The sweetest phrase we have ever heard … “Lucy has persistence” was announced today in a phone call from Seattle. Heidi gave us the GREAT news today that Lucy’s blood and marrow results show the presence of T cells, and a good amount! Dr. G in Seattle is very pleased with the results, especially at this time. Before we left Seattle she told us that the day +63 test (July 1) is kind of a big deal. We are so thrilled and grateful for all the thoughts and prayers for Lucy! Our prayers are being answered!

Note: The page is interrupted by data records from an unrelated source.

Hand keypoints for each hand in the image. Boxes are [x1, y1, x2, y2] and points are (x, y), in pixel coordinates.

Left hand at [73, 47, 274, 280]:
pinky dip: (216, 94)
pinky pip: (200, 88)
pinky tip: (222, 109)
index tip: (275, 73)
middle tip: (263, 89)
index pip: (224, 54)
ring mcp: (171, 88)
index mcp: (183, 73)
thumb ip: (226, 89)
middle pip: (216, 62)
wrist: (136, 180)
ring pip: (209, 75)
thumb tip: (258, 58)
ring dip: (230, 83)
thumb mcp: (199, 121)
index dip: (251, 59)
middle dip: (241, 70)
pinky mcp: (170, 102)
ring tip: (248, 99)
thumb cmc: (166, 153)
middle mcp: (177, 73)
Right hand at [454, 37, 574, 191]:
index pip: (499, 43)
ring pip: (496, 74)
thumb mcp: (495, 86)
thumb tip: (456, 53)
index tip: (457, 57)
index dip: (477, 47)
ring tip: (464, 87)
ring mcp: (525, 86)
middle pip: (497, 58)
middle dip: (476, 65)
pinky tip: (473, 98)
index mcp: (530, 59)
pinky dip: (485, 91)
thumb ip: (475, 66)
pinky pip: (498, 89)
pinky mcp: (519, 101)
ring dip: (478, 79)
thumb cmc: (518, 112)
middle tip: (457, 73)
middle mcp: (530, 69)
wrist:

We will talk to our team at Glennon about where to go from here. We mentioned the idea of having Lucy’s broviac removed if these results were good, so more discussion about that exciting milestone. Something to consider is that her immune system is only a few months into a year long recovery period, so we like to know what her counts are pretty often, and she still needs support infusion therapies for a while. Both things are easier on her with the central line in place, but it’s a hassle/danger for her busy little body, so lots to think about. As far as reports to Seattle, we are on a month to month analysis requirement . Our team will send blood to Seattle as long as Lucy shows T cell persistence, which we hope will be a long time. There are no guarantees, and predictions are shaky at best, but the hope is that she has them in her body, working hard, for as close to a year as we can get; THEN, we may be able to say the “C” word – cure! 

While Lucy was receiving her T cells, and still often now, I pray over her Jeremiah 29:11 For I know the plans I have for you,” declares the LORD, “plans to prosper you and not to harm you, plans to give you hope and a future.  Feeling this today!

I rarely take pictures of Lucy’s medical elements, but I felt compelled to take these the day of her LP/BMA… praying these mark a “last time”. Though the needle marks from her dozen or so LPs quickly fade, her hip is clustered with dotted scars from several bone marrow biopsies. She has worn this vest strapped tight around her chest to protect her broviac line for 17 of her 27 months of life, and she does it with a smile on her face. I am hoping and praying  that this is the last time I see this dressing on her back and that we never have to buy the next size up in this vest.